#### Task prompt:
Write the entries out in full, matching them exactly.

#### Given data:
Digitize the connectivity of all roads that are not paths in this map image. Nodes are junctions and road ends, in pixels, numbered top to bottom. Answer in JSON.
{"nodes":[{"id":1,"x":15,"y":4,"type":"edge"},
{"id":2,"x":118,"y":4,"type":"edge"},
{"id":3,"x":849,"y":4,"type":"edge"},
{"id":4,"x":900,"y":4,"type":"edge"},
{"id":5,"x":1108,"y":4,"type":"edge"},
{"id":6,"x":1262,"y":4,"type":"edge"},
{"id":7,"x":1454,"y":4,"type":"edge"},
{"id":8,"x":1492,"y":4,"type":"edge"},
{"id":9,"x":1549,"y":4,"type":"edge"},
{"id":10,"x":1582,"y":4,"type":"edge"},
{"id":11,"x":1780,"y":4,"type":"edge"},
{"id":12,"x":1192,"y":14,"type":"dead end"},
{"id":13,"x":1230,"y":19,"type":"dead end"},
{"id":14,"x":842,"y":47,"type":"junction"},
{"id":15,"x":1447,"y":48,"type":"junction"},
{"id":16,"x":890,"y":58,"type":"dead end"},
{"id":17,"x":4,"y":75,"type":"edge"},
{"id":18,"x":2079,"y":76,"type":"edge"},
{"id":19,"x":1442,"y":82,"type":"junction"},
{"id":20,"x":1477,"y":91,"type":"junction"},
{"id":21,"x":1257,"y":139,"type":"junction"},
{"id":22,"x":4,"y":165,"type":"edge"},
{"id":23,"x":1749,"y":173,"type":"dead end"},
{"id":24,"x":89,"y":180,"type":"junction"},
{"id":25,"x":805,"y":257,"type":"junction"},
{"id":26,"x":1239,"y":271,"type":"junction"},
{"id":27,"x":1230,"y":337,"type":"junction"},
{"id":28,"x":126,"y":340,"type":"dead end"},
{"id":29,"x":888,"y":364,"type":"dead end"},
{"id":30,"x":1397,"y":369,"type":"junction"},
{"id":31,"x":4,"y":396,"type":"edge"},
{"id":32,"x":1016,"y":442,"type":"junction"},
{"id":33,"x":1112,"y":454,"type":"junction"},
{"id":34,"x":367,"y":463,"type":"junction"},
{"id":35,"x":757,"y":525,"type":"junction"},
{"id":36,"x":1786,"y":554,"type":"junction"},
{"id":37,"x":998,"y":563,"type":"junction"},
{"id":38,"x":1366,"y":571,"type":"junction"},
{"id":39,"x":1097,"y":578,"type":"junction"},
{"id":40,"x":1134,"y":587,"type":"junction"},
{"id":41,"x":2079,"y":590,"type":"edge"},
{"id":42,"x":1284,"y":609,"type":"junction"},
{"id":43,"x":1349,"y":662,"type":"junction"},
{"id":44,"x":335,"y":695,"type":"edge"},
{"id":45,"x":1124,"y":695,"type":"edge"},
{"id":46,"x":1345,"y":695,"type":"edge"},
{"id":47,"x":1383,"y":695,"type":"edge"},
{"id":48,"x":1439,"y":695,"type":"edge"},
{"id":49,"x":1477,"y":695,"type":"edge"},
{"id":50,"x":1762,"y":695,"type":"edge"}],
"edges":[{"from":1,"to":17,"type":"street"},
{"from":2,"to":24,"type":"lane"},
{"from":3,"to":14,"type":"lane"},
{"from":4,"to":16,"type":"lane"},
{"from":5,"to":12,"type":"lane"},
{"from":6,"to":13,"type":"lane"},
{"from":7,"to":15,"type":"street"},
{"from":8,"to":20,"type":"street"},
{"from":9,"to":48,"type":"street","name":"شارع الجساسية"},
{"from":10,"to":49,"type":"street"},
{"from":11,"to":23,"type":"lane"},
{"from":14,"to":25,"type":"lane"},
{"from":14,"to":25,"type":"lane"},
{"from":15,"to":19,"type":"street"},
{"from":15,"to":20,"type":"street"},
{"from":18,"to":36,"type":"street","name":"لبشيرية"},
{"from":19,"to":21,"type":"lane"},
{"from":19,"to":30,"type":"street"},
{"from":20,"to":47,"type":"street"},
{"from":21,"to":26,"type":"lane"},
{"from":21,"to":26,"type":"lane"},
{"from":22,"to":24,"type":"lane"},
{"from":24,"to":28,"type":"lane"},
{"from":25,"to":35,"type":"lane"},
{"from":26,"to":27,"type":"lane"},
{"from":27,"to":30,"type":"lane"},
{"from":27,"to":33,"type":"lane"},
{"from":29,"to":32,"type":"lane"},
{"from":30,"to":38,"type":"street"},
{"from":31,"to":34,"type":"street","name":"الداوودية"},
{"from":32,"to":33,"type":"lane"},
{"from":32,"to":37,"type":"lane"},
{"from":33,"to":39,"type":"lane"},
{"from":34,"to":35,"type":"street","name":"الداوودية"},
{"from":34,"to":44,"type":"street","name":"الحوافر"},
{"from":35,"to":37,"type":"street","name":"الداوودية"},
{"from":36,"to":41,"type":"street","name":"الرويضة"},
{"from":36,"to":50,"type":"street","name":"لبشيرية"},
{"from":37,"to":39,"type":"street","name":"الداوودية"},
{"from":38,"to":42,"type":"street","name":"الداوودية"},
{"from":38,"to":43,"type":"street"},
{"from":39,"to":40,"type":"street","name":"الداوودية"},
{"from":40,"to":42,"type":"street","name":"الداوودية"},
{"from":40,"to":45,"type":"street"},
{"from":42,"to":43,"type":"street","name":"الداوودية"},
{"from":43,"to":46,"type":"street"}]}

#### Written solution:
Digitize the connectivity of all roads that are not paths in this map image. Nodes are junctions and road ends, in pixels, numbered top to bottom. Answer in JSON.
{"nodes":[{"id":1,"x":15,"y":4,"type":"edge"},
{"id":2,"x":118,"y":4,"type":"edge"},
{"id":3,"x":849,"y":4,"type":"edge"},
{"id":4,"x":900,"y":4,"type":"edge"},
{"id":5,"x":1108,"y":4,"type":"edge"},
{"id":6,"x":1262,"y":4,"type":"edge"},
{"id":7,"x":1454,"y":4,"type":"edge"},
{"id":8,"x":1492,"y":4,"type":"edge"},
{"id":9,"x":1549,"y":4,"type":"edge"},
{"id":10,"x":1582,"y":4,"type":"edge"},
{"id":11,"x":1780,"y":4,"type":"edge"},
{"id":12,"x":1192,"y":14,"type":"dead end"},
{"id":13,"x":1230,"y":19,"type":"dead end"},
{"id":14,"x":842,"y":47,"type":"junction"},
{"id":15,"x":1447,"y":48,"type":"junction"},
{"id":16,"x":890,"y":58,"type":"dead end"},
{"id":17,"x":4,"y":75,"type":"edge"},
{"id":18,"x":2079,"y":76,"type":"edge"},
{"id":19,"x":1442,"y":82,"type":"junction"},
{"id":20,"x":1477,"y":91,"type":"junction"},
{"id":21,"x":1257,"y":139,"type":"junction"},
{"id":22,"x":4,"y":165,"type":"edge"},
{"id":23,"x":1749,"y":173,"type":"dead end"},
{"id":24,"x":89,"y":180,"type":"junction"},
{"id":25,"x":805,"y":257,"type":"junction"},
{"id":26,"x":1239,"y":271,"type":"junction"},
{"id":27,"x":1230,"y":337,"type":"junction"},
{"id":28,"x":126,"y":340,"type":"dead end"},
{"id":29,"x":888,"y":364,"type":"dead end"},
{"id":30,"x":1397,"y":369,"type":"junction"},
{"id":31,"x":4,"y":396,"type":"edge"},
{"id":32,"x":1016,"y":442,"type":"junction"},
{"id":33,"x":1112,"y":454,"type":"junction"},
{"id":34,"x":367,"y":463,"type":"junction"},
{"id":35,"x":757,"y":525,"type":"junction"},
{"id":36,"x":1786,"y":554,"type":"junction"},
{"id":37,"x":998,"y":563,"type":"junction"},
{"id":38,"x":1366,"y":571,"type":"junction"},
{"id":39,"x":1097,"y":578,"type":"junction"},
{"id":40,"x":1134,"y":587,"type":"junction"},
{"id":41,"x":2079,"y":590,"type":"edge"},
{"id":42,"x":1284,"y":609,"type":"junction"},
{"id":43,"x":1349,"y":662,"type":"junction"},
{"id":44,"x":335,"y":695,"type":"edge"},
{"id":45,"x":1124,"y":695,"type":"edge"},
{"id":46,"x":1345,"y":695,"type":"edge"},
{"id":47,"x":1383,"y":695,"type":"edge"},
{"id":48,"x":1439,"y":695,"type":"edge"},
{"id":49,"x":1477,"y":695,"type":"edge"},
{"id":50,"x":1762,"y":695,"type":"edge"}],
"edges":[{"from":1,"to":17,"type":"street"},
{"from":2,"to":24,"type":"lane"},
{"from":3,"to":14,"type":"lane"},
{"from":4,"to":16,"type":"lane"},
{"from":5,"to":12,"type":"lane"},
{"from":6,"to":13,"type":"lane"},
{"from":7,"to":15,"type":"street"},
{"from":8,"to":20,"type":"street"},
{"from":9,"to":48,"type":"street","name":"شارع الجساسية"},
{"from":10,"to":49,"type":"street"},
{"from":11,"to":23,"type":"lane"},
{"from":14,"to":25,"type":"lane"},
{"from":14,"to":25,"type":"lane"},
{"from":15,"to":19,"type":"street"},
{"from":15,"to":20,"type":"street"},
{"from":18,"to":36,"type":"street","name":"لبشيرية"},
{"from":19,"to":21,"type":"lane"},
{"from":19,"to":30,"type":"street"},
{"from":20,"to":47,"type":"street"},
{"from":21,"to":26,"type":"lane"},
{"from":21,"to":26,"type":"lane"},
{"from":22,"to":24,"type":"lane"},
{"from":24,"to":28,"type":"lane"},
{"from":25,"to":35,"type":"lane"},
{"from":26,"to":27,"type":"lane"},
{"from":27,"to":30,"type":"lane"},
{"from":27,"to":33,"type":"lane"},
{"from":29,"to":32,"type":"lane"},
{"from":30,"to":38,"type":"street"},
{"from":31,"to":34,"type":"street","name":"الداوودية"},
{"from":32,"to":33,"type":"lane"},
{"from":32,"to":37,"type":"lane"},
{"from":33,"to":39,"type":"lane"},
{"from":34,"to":35,"type":"street","name":"الداوودية"},
{"from":34,"to":44,"type":"street","name":"الحوافر"},
{"from":35,"to":37,"type":"street","name":"الداوودية"},
{"from":36,"to":41,"type":"street","name":"الرويضة"},
{"from":36,"to":50,"type":"street","name":"لبشيرية"},
{"from":37,"to":39,"type":"street","name":"الداوودية"},
{"from":38,"to":42,"type":"street","name":"الداوودية"},
{"from":38,"to":43,"type":"street"},
{"from":39,"to":40,"type":"street","name":"الداوودية"},
{"from":40,"to":42,"type":"street","name":"الداوودية"},
{"from":40,"to":45,"type":"street"},
{"from":42,"to":43,"type":"street","name":"الداوودية"},
{"from":43,"to":46,"type":"street"}]}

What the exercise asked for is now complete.